Quip, a new word processing app with an impressive pedigree (co-created by ex-Facebook CTO Bret Taylor and the father of Google Apps Engine, Kevin Gibbs), has seen hundreds of thousands of documents created, and millions of messages generated, since its launch in July of this year. Today, Quip is getting updated with new features to drive those numbers higher. It’s rolling out a new feature to import documents from other popular software and services — Microsoft Word, Google Drive, Evernote and Dropbox; and it is adding more options to customise the experience with inbox filters, notification settings and “focus mode” to turn off alerts.
With the release of today’s version 1.5, Quip is also unveiling some early usage metrics: in addition to the hundreds of thousands of documents and millions of messages, Quip says that half of its users are on iPad, and 40% use it on multiple devices (it’s also available on iOS and on the web, with an Android version currently being previewed).
While importing documents from other apps is definitely a step forward for making Quip fit in better with products that people are already using, what Quip has yet to add is the ability to export back out to those same programs. “That is definitely coming,” Taylor told me in an emailed interview. “We want to make it as easy as possible to get your ideas in and out of Quip. Import was more requested, so it came first, but I expect we will enable export to formats like Word early next year.”
What that request for importing over exporting points to, however, is another interesting trend: people are moving away from using word processing programs as the de facto place to store information. “The feedback we have from our early customers is that their use of ‘documents’ has changed dramatically since the advent of smartphones,” Taylor said. “Many things that would have been ‘memos’ in a document before are now in email conversations or in internal collaboration tools like wikis or SharePoint. Most companies are replacing these tools with Quip. They are using it as a mobile collaboration tool and using their previous word processor only for older, formal documents like contracts.”
It is in this vein that adding more customizing features into Quip is an important measure of its progress: Quip’s features point to different ways that people can not just view information, but control how it gets communicated.

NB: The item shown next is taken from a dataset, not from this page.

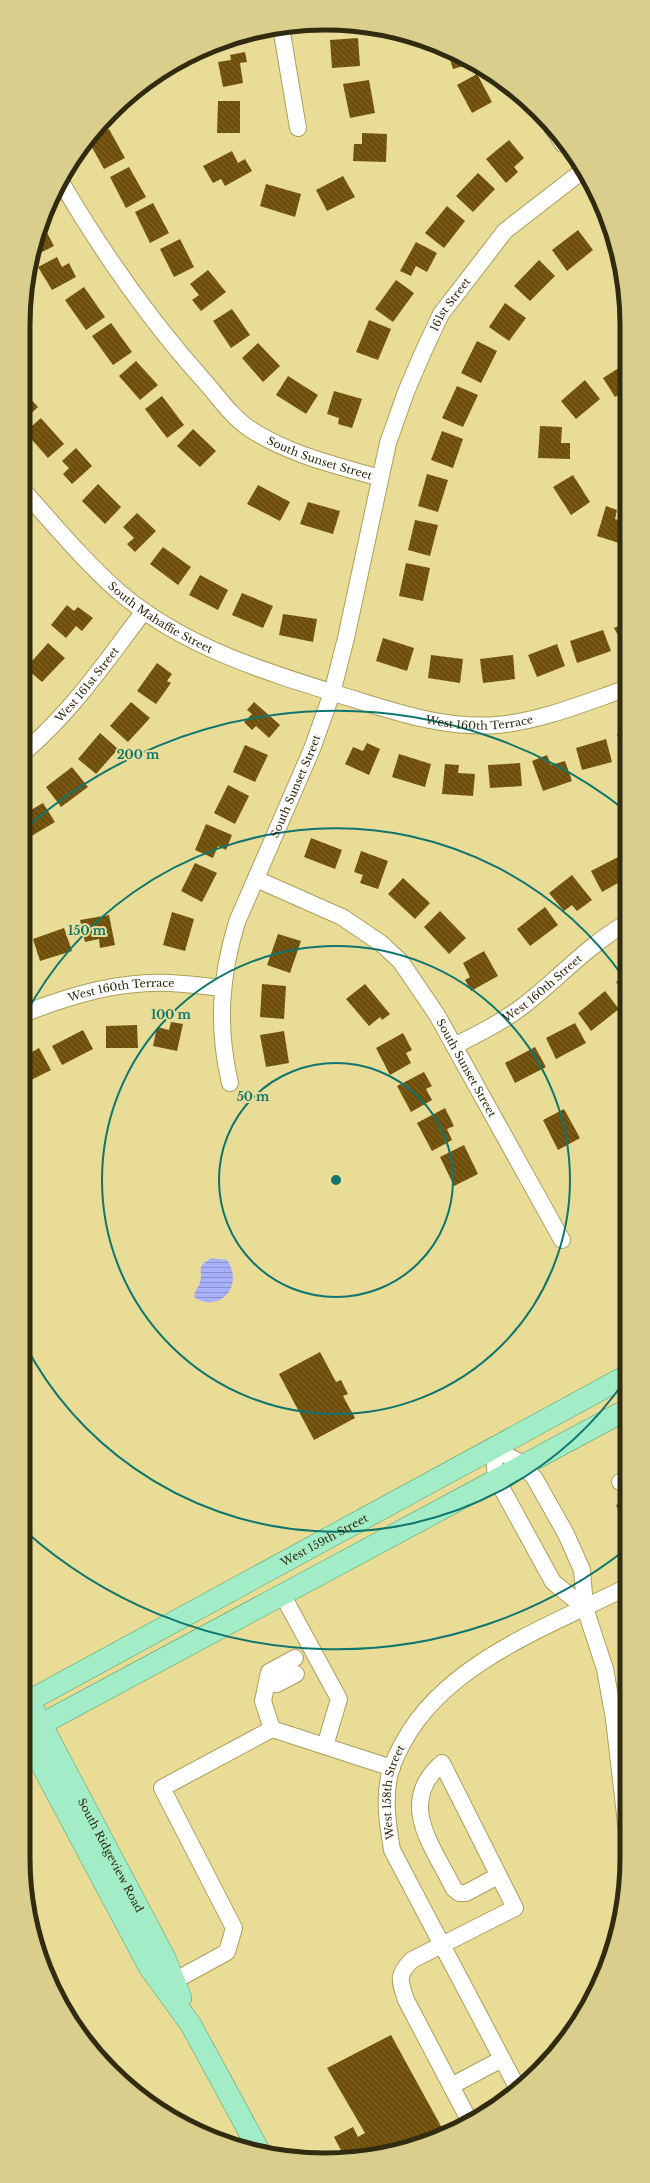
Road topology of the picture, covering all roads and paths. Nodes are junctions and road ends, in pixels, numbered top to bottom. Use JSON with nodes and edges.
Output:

If Quip can prove to people that it can make them more productive with its particular mix of tools, that could become the measure of its success. “Our focus is on mobile collaboration, and our focus will continue to be in that area, which is different than most competing products,” Taylor said. “Like most startups, our main challenge is gaining mainstream awareness of the product.”
Indeed, he points out that while Quip has come out of the heart of Silicon Valley, it’s trying hard to be a product that is appealing beyond it. “We have been excited that most of our initial customers, e.g., Colorado Hazard Control (an asbestos abatement company in Colorado) and Trinity Valley School (a private school in Fort Worth, Texas), are extremely mainstream organizations, well outside of the ‘echo chamber’ of Silicon Valley,” he said. “This gives us confidence that the problem we are solving — mobile collaboration — is a problem that is impacting a large number of mainstream organizations, and we are excited with the traction we have so far.”
Other developments since July have included opening Quip up to several international markets. Taylor said that the company’s international ambitions have been “going great,” with particularly strong traction in China and Italy.
Going forward, what might we expect from Quip? I noticed that the company’s blog post announcing the 1.5 version updates kicked off with a case study of Pop-Up magazine using it to plan an issue. I wondered if Quip might at some point look at ways of creating custom skins to tailor the platform to specific verticals. For example, the way that a marketing person would use Quip will be different from how a legal person uses it, and those would be different again from how a publisher or blogger might use it. Turns out that this is on the cards. “Definitely on the way next year,” he said.